Broad-band radiometer possesses no filter, and therefore measurement of the total irradiance from a source is achieved. Typically these incorporate a thermocouple detector connected to an amplifier and display electronics.

Spectroradiometry

 Spectroradiometry is focused on the measurement of the spectrum of a source of optical radiation. Spectral measurements are used in the calculation of biologically weighted radiometric quantities.

We have three basic requirements of a Spectroradiometry system, namely:

  1. Input optics, designed to conduct the radiation from the source into the Monochromator.
  2. Monochromator, which usually incorporates one or two diffraction gratings as the wavelength dispersion elements.
  3. An optical radiation detector, either a photomultiplier tube or a solid state photodiode.

The ultraviolet radiation is collected by a diffuser, which should have a good angular response, and transmitted to the Monochromator by a light guide.
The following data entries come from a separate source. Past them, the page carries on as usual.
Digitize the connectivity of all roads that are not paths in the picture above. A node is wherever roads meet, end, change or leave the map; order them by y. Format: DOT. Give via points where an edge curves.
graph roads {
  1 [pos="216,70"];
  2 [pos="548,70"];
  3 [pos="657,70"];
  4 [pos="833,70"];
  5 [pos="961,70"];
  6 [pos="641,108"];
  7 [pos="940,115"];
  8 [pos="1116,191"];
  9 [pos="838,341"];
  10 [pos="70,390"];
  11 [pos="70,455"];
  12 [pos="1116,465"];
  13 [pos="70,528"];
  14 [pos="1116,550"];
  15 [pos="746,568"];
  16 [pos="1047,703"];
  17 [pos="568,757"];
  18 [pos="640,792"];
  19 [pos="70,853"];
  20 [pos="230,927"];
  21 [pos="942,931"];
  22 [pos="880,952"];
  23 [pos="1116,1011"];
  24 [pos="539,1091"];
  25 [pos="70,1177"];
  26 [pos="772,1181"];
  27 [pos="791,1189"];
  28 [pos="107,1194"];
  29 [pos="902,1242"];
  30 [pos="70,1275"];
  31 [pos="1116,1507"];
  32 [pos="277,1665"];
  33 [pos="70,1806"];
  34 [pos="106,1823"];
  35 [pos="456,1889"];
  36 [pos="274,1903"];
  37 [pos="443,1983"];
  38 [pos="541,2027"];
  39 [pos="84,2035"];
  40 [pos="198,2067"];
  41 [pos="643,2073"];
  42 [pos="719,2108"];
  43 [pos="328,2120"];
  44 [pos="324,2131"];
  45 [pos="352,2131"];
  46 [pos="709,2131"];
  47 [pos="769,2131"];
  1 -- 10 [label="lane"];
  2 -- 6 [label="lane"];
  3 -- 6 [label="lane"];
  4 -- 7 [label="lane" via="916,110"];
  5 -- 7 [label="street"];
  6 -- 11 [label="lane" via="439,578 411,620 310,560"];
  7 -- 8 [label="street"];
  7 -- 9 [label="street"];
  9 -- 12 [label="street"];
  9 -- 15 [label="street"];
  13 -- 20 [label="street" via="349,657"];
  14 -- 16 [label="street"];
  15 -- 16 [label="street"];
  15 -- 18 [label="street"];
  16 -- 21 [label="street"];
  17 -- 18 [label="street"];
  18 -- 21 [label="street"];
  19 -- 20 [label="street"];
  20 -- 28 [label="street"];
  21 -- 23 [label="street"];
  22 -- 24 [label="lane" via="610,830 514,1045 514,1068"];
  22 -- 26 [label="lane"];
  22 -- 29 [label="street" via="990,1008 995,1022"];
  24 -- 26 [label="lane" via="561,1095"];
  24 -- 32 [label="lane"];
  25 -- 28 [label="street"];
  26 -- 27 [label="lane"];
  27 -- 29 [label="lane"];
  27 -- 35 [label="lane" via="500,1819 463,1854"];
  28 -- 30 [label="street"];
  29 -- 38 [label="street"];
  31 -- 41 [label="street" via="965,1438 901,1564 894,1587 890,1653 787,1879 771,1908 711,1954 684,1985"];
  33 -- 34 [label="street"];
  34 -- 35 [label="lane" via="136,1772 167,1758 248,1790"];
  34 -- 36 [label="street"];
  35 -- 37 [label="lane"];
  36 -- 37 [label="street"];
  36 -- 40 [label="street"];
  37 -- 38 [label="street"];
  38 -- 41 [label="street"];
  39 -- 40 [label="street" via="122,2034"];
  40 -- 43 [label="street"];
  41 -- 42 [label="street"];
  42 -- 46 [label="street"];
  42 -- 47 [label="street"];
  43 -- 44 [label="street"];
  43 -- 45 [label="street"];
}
A quartz optical fiber is needed as quartz has a very high UV transmission, unlike ordinary glass. The Monochromator allows the separation of polychromatic radiation into very narrow bandwidths (typically 1 nm) thereby allowing the spectral irradiance of a source to be measured. This is achieved by using diffraction grating, which disperses the incident radiation. Scanning spectroradiometer systems operate by measuring at a given wavelength, then changing the angle of the diffraction grating, making another measurement, etc. For photobiology applications, it is recommended that a double diffraction grating system is employed. The second diffraction grating achieves a reduction in the radiation transmitted outside the waveband of measurement (stray radiation). Very small amounts of stray radiation may have large implications in the measurement of erythemally weighted irradiance if it occurs at biologically highly effective wavelengths.

The spectroradiometer system requires a high responsivity detector as narrow bandwidths are chosen.  Spectroradiometers need to be calibrated with reference to a standard lamp, which in turn has an output calibrated by a national standards laboratory. The shortcomings of double-diffraction grating scanning spectroradiometers systems are the high cost, large size, and relatively long time needed to obtain a complete spectrum. 

Chemical and Biological Methods

Chemical and Biological UV radiation measurement methods can be used in certain medical applications.

Polysulfone film changes its optical properties with the absorption of UV radiation. It is possible to measure this change and relate it to the exposure dose received by the film. These devices are useful for measuring human UV exposure as they are unobtrusive for individuals to wear.

Biological dosimeters utilize the inactivation of bacteria or viruses as a function of UV radiation dose. There are some applications, such as measuring UV doses in water flowing in a disinfection plant, where biological dosimeters are the only reliable way to measure UV dose.